At 3500, a subset of searchably encrypted data is received from a
subscriber device. At 3510, cryptographic key information is
generated from key generation instance that generates the
cryptographic key information based on identity information of the
subscriber device. At 3520, the subset of encrypted data is
decrypted as a function of capabilities granted to the subscriber
device defined in cryptographic key information. At 3530, the items
represented in the subset can be validated (e.g., proof of data
possession) and the data is accessed at 3540.
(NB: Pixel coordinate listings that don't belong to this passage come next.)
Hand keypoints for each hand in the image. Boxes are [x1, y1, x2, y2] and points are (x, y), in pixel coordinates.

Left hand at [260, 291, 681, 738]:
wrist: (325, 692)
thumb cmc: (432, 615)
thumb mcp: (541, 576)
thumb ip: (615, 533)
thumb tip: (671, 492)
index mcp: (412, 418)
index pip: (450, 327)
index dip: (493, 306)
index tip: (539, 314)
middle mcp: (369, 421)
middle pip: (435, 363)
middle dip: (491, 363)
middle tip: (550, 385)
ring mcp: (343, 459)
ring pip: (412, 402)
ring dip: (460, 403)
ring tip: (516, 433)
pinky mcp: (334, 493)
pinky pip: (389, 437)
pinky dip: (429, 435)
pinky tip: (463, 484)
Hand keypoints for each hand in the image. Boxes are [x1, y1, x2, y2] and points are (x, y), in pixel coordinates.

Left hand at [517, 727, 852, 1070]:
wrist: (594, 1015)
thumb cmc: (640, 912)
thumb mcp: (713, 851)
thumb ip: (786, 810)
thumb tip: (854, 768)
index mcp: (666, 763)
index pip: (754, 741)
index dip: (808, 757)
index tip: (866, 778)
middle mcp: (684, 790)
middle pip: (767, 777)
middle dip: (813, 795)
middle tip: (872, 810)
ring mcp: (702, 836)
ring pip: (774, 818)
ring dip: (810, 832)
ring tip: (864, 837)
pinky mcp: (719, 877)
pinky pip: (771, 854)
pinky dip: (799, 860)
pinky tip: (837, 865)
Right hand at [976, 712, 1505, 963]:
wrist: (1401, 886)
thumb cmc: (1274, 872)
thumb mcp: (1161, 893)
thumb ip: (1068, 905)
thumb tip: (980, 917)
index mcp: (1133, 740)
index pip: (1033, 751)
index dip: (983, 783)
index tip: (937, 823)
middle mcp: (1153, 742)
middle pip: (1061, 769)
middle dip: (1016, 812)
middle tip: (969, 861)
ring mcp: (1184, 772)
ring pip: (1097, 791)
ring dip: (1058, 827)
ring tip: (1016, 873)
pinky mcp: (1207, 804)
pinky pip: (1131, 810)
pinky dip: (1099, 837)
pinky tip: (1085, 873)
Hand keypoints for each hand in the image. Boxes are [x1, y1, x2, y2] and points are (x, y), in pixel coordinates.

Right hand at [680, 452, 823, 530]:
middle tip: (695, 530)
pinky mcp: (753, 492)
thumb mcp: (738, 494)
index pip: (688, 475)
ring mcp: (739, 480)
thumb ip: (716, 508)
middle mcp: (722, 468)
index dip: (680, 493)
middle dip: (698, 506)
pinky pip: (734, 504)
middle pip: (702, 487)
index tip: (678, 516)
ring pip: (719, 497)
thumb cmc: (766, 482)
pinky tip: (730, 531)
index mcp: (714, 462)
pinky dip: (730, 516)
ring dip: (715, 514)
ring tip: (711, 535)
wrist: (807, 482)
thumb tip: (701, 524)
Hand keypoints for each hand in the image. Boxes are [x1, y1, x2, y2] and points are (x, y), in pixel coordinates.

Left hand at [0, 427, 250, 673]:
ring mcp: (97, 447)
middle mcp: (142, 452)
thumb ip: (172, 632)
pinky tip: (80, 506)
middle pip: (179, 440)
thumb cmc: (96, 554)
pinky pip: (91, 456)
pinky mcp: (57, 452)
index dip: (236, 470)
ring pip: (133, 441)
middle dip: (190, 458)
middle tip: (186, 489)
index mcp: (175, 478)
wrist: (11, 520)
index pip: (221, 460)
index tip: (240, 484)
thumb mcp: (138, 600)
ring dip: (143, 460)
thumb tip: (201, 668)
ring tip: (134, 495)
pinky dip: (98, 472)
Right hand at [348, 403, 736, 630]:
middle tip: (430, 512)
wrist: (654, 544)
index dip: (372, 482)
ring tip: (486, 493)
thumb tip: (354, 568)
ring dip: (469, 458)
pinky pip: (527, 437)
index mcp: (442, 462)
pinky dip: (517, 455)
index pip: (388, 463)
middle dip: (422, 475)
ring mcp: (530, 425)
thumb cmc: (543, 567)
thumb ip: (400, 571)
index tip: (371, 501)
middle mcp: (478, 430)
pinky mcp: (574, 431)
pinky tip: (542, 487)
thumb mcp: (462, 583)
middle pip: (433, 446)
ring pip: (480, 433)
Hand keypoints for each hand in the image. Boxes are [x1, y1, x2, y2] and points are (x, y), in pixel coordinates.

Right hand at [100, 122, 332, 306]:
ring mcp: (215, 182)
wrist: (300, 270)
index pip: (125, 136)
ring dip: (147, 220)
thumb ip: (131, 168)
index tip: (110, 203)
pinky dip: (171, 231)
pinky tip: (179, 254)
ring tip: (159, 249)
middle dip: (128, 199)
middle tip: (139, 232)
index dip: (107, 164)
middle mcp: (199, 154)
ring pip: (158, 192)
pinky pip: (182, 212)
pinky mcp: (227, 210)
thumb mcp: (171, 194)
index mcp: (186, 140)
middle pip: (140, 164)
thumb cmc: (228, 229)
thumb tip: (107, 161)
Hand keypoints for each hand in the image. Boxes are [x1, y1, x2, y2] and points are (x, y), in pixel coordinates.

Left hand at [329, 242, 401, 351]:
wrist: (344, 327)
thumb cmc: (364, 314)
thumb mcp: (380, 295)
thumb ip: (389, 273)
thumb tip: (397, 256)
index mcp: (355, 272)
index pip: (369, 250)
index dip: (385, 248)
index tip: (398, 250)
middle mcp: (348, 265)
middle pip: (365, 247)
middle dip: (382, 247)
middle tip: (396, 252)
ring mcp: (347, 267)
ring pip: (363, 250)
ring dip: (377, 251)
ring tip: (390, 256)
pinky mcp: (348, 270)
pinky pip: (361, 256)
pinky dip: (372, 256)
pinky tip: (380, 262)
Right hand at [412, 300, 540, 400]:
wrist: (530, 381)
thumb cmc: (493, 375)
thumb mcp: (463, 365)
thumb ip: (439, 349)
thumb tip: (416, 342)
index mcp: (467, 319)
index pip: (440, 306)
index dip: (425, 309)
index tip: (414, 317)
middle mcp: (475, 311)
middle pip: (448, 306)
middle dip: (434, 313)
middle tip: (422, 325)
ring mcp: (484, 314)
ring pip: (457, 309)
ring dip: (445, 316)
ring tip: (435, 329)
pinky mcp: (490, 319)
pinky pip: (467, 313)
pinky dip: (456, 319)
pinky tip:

[0168] In many cases, it is desirable to be able to execute PDP/POR
over encrypted data without needing to decrypt it. Optionally, the
key information needed for PDP can be encoded within the metadata
that was protected with Searchable Encryption. While this is an
effective way of managing the keys used for PDP/POR, it is noted
there are many high-value scenarios where PDP/POR can be performed
on encrypted data without needing access to the cleartext
contents.
[0169] FIG. 36 illustrates an exemplary non-limiting validation
challenge/response protocol in which a verifier 3600 (e.g., the
data owner) issues a cryptographic challenge 3620 to a prover 3610
(e.g., the data service provider). Upon receiving the challenge
3620, the prover 3610 computes the response as a function of the
data and the challenge 3612. The challenge response 3630 is then
returned to verifier 3600, which then performs computation to
verify or prove that the data has not been modified 3602.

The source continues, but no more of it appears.